C’è da chiedersi cosa faranno i dipendenti di quelle aziende di computer o auto. “A loro volta avranno bisogno di meno. È il nostro rapporto col tempo che va completamente rivisto. Siamo così stressati che dormiamo, in media, meno che in passato, guardiamo troppa televisione, non facciamo sport, diventiamo obesi (altro problema sociale) e non ci occupiamo dei nostri bambini”.
Lei, professor Latouche, sta dipingendo un perfetto modello occidentale. Ma il mondo è assai più vasto. “Infatti  decrescita è uno slogan da usare per i Paesi ricchi, senza pretesa di imporlo ad altri. Io so solo, però, che l’ideologia della crescita è catastrofica per tutti, a ogni latitudine. Ma ciascuna società deve poi gestire il funzionamento dell’a-crescita secondo i propri valori. I cinesi arriveranno a pratiche ecologiche per poter stare meglio. Per gli africani la parola crescita non ha granché senso e semmai devono pensare di produrre di più nel settore alimentare. Ma stando attenti a salvaguardare il territorio”.
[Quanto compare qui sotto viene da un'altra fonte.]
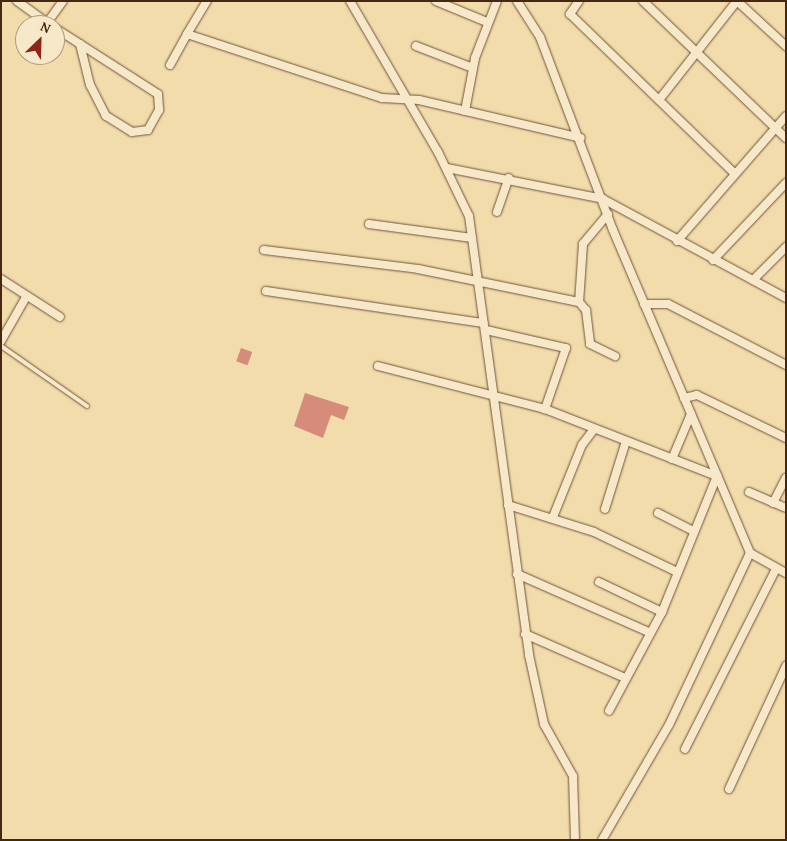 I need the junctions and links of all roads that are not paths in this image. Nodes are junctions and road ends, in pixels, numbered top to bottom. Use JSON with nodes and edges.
{"nodes":[{"id":1,"x":17,"y":1,"type":"edge"},
{"id":2,"x":63,"y":1,"type":"edge"},
{"id":3,"x":207,"y":1,"type":"edge"},
{"id":4,"x":350,"y":1,"type":"edge"},
{"id":5,"x":436,"y":1,"type":"edge"},
{"id":6,"x":497,"y":1,"type":"edge"},
{"id":7,"x":517,"y":1,"type":"edge"},
{"id":8,"x":580,"y":1,"type":"edge"},
{"id":9,"x":643,"y":1,"type":"edge"},
{"id":10,"x":737,"y":1,"type":"edge"},
{"id":11,"x":36,"y":15,"type":"edge"},
{"id":12,"x":54,"y":15,"type":"edge"},
{"id":13,"x":487,"y":22,"type":"junction"},
{"id":14,"x":65,"y":34,"type":"edge"},
{"id":15,"x":187,"y":34,"type":"junction"},
{"id":16,"x":80,"y":44,"type":"junction"},
{"id":17,"x":416,"y":46,"type":"dead end"},
{"id":18,"x":786,"y":46,"type":"edge"},
{"id":19,"x":697,"y":54,"type":"junction"},
{"id":20,"x":170,"y":65,"type":"dead end"},
{"id":21,"x":473,"y":68,"type":"junction"},
{"id":22,"x":405,"y":99,"type":"junction"},
{"id":23,"x":659,"y":100,"type":"junction"},
{"id":24,"x":464,"y":111,"type":"junction"},
{"id":25,"x":786,"y":116,"type":"edge"},
{"id":26,"x":775,"y":128,"type":"junction"},
{"id":27,"x":582,"y":138,"type":"junction"},
{"id":28,"x":786,"y":138,"type":"edge"},
{"id":29,"x":447,"y":168,"type":"junction"},
{"id":30,"x":734,"y":173,"type":"junction"},
{"id":31,"x":509,"y":178,"type":"junction"},
{"id":32,"x":786,"y":183,"type":"edge"},
{"id":33,"x":603,"y":199,"type":"junction"},
{"id":34,"x":497,"y":212,"type":"dead end"},
{"id":35,"x":608,"y":214,"type":"junction"},
{"id":36,"x":369,"y":224,"type":"dead end"},
{"id":37,"x":472,"y":238,"type":"junction"},
{"id":38,"x":677,"y":242,"type":"junction"},
{"id":39,"x":786,"y":248,"type":"edge"},
{"id":40,"x":264,"y":250,"type":"dead end"},
{"id":41,"x":713,"y":260,"type":"junction"},
{"id":42,"x":1,"y":279,"type":"edge"},
{"id":43,"x":479,"y":279,"type":"junction"},
{"id":44,"x":753,"y":280,"type":"junction"},
{"id":45,"x":266,"y":291,"type":"dead end"},
{"id":46,"x":26,"y":297,"type":"junction"},
{"id":47,"x":786,"y":298,"type":"edge"},
{"id":48,"x":579,"y":302,"type":"junction"},
{"id":49,"x":644,"y":304,"type":"junction"},
{"id":50,"x":60,"y":317,"type":"dead end"},
{"id":51,"x":485,"y":327,"type":"junction"},
{"id":52,"x":1,"y":341,"type":"edge"},
{"id":53,"x":1,"y":346,"type":"edge"},
{"id":54,"x":615,"y":356,"type":"dead end"},
{"id":55,"x":786,"y":364,"type":"edge"},
{"id":56,"x":378,"y":366,"type":"dead end"},
{"id":57,"x":494,"y":395,"type":"junction"},
{"id":58,"x":684,"y":398,"type":"junction"},
{"id":59,"x":87,"y":406,"type":"dead end"},
{"id":60,"x":545,"y":409,"type":"junction"},
{"id":61,"x":691,"y":414,"type":"junction"},
{"id":62,"x":594,"y":429,"type":"junction"},
{"id":63,"x":786,"y":438,"type":"edge"},
{"id":64,"x":626,"y":441,"type":"junction"},
{"id":65,"x":672,"y":460,"type":"junction"},
{"id":66,"x":717,"y":476,"type":"junction"},
{"id":67,"x":786,"y":478,"type":"edge"},
{"id":68,"x":749,"y":492,"type":"dead end"},
{"id":69,"x":773,"y":502,"type":"junction"},
{"id":70,"x":508,"y":505,"type":"junction"},
{"id":71,"x":786,"y":508,"type":"edge"},
{"id":72,"x":605,"y":510,"type":"dead end"},
{"id":73,"x":658,"y":513,"type":"dead end"},
{"id":74,"x":553,"y":517,"type":"junction"},
{"id":75,"x":692,"y":530,"type":"junction"},
{"id":76,"x":750,"y":553,"type":"junction"},
{"id":77,"x":776,"y":568,"type":"junction"},
{"id":78,"x":678,"y":572,"type":"junction"},
{"id":79,"x":786,"y":573,"type":"edge"},
{"id":80,"x":517,"y":574,"type":"junction"},
{"id":81,"x":599,"y":582,"type":"dead end"},
{"id":82,"x":662,"y":612,"type":"junction"},
{"id":83,"x":651,"y":633,"type":"junction"},
{"id":84,"x":525,"y":634,"type":"junction"},
{"id":85,"x":786,"y":666,"type":"edge"},
{"id":86,"x":625,"y":678,"type":"junction"},
{"id":87,"x":609,"y":711,"type":"dead end"},
{"id":88,"x":685,"y":749,"type":"dead end"},
{"id":89,"x":729,"y":789,"type":"dead end"},
{"id":90,"x":575,"y":840,"type":"edge"},
{"id":91,"x":602,"y":840,"type":"edge"}],
"edges":[{"from":1,"to":11,"type":"street"},
{"from":2,"to":12,"type":"street"},
{"from":3,"to":15,"type":"street"},
{"from":4,"to":22,"type":"street"},
{"from":5,"to":13,"type":"street"},
{"from":6,"to":13,"type":"street"},
{"from":7,"to":27,"type":"street"},
{"from":8,"to":23,"type":"street"},
{"from":9,"to":19,"type":"street"},
{"from":10,"to":18,"type":"street"},
{"from":10,"to":19,"type":"street"},
{"from":13,"to":21,"type":"street"},
{"from":14,"to":16,"type":"street"},
{"from":15,"to":20,"type":"street"},
{"from":15,"to":22,"type":"street"},
{"from":16,"to":16,"type":"street"},
{"from":17,"to":21,"type":"street"},
{"from":19,"to":23,"type":"street"},
{"from":19,"to":26,"type":"street"},
{"from":21,"to":24,"type":"street"},
{"from":22,"to":24,"type":"street"},
{"from":22,"to":29,"type":"street"},
{"from":23,"to":30,"type":"street"},
{"from":24,"to":27,"type":"street"},
{"from":25,"to":26,"type":"street"},
{"from":26,"to":28,"type":"street"},
{"from":26,"to":30,"type":"street"},
{"from":27,"to":33,"type":"street"},
{"from":29,"to":31,"type":"street"},
{"from":29,"to":37,"type":"street"},
{"from":30,"to":38,"type":"street"},
{"from":31,"to":33,"type":"street"},
{"from":31,"to":34,"type":"street"},
{"from":32,"to":41,"type":"street"},
{"from":33,"to":35,"type":"street"},
{"from":33,"to":38,"type":"street"},
{"from":35,"to":48,"type":"street"},
{"from":35,"to":49,"type":"street"},
{"from":36,"to":37,"type":"street"},
{"from":37,"to":43,"type":"street"},
{"from":38,"to":41,"type":"street"},
{"from":39,"to":44,"type":"street"},
{"from":40,"to":43,"type":"street"},
{"from":41,"to":44,"type":"street"},
{"from":42,"to":46,"type":"street"},
{"from":43,"to":48,"type":"street"},
{"from":43,"to":51,"type":"street"},
{"from":44,"to":47,"type":"street"},
{"from":45,"to":51,"type":"street"},
{"from":46,"to":50,"type":"street"},
{"from":46,"to":52,"type":"street"},
{"from":48,"to":54,"type":"street"},
{"from":49,"to":55,"type":"street"},
{"from":49,"to":58,"type":"street"},
{"from":51,"to":57,"type":"street"},
{"from":51,"to":60,"type":"street"},
{"from":53,"to":59,"type":"lane"},
{"from":56,"to":57,"type":"street"},
{"from":57,"to":60,"type":"street"},
{"from":57,"to":70,"type":"street"},
{"from":58,"to":61,"type":"street"},
{"from":58,"to":63,"type":"street"},
{"from":60,"to":62,"type":"street"},
{"from":61,"to":65,"type":"street"},
{"from":61,"to":66,"type":"street"},
{"from":62,"to":64,"type":"street"},
{"from":62,"to":74,"type":"street"},
{"from":64,"to":65,"type":"street"},
{"from":64,"to":72,"type":"street"},
{"from":65,"to":66,"type":"street"},
{"from":66,"to":75,"type":"street"},
{"from":66,"to":76,"type":"street"},
{"from":67,"to":69,"type":"street"},
{"from":68,"to":69,"type":"street"},
{"from":69,"to":71,"type":"street"},
{"from":70,"to":74,"type":"street"},
{"from":70,"to":80,"type":"street"},
{"from":73,"to":75,"type":"street"},
{"from":74,"to":78,"type":"street"},
{"from":75,"to":78,"type":"street"},
{"from":76,"to":77,"type":"street"},
{"from":76,"to":91,"type":"street"},
{"from":77,"to":79,"type":"street"},
{"from":77,"to":88,"type":"street"},
{"from":78,"to":82,"type":"street"},
{"from":80,"to":83,"type":"street"},
{"from":80,"to":84,"type":"street"},
{"from":81,"to":82,"type":"street"},
{"from":82,"to":83,"type":"street"},
{"from":83,"to":86,"type":"street"},
{"from":84,"to":86,"type":"street"},
{"from":84,"to":90,"type":"street"},
{"from":85,"to":89,"type":"street"},
{"from":86,"to":87,"type":"street"}]}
Tornando a noi: è di gran moda l’espressione sviluppo sostenibile. “Mi spiace, non ci sto. Non c’è nessuno sviluppo che sia sostenibile oggi. Abbiamo dissipato troppe risorse. Dovremmo fare più attenzione. Penso sempre a due Tir che si incrociano sotto il tunnel del Monte Bianco e uno porta l’acqua minerale francese a voi, l’altro l’acqua minerale italiana a noi. Che spreco”.
Che altro guadagniamo dalla decrescita? “Mi viene in mente Baldassarre Castiglione e il suo Il cortigiano, in cui suggeriva al Principe di dare più tempo alla vita contemplativa e alla riflessione e meno all’azione. Ecco, il tempo per se stessi sarebbe davvero il regalo migliore della decrescita”.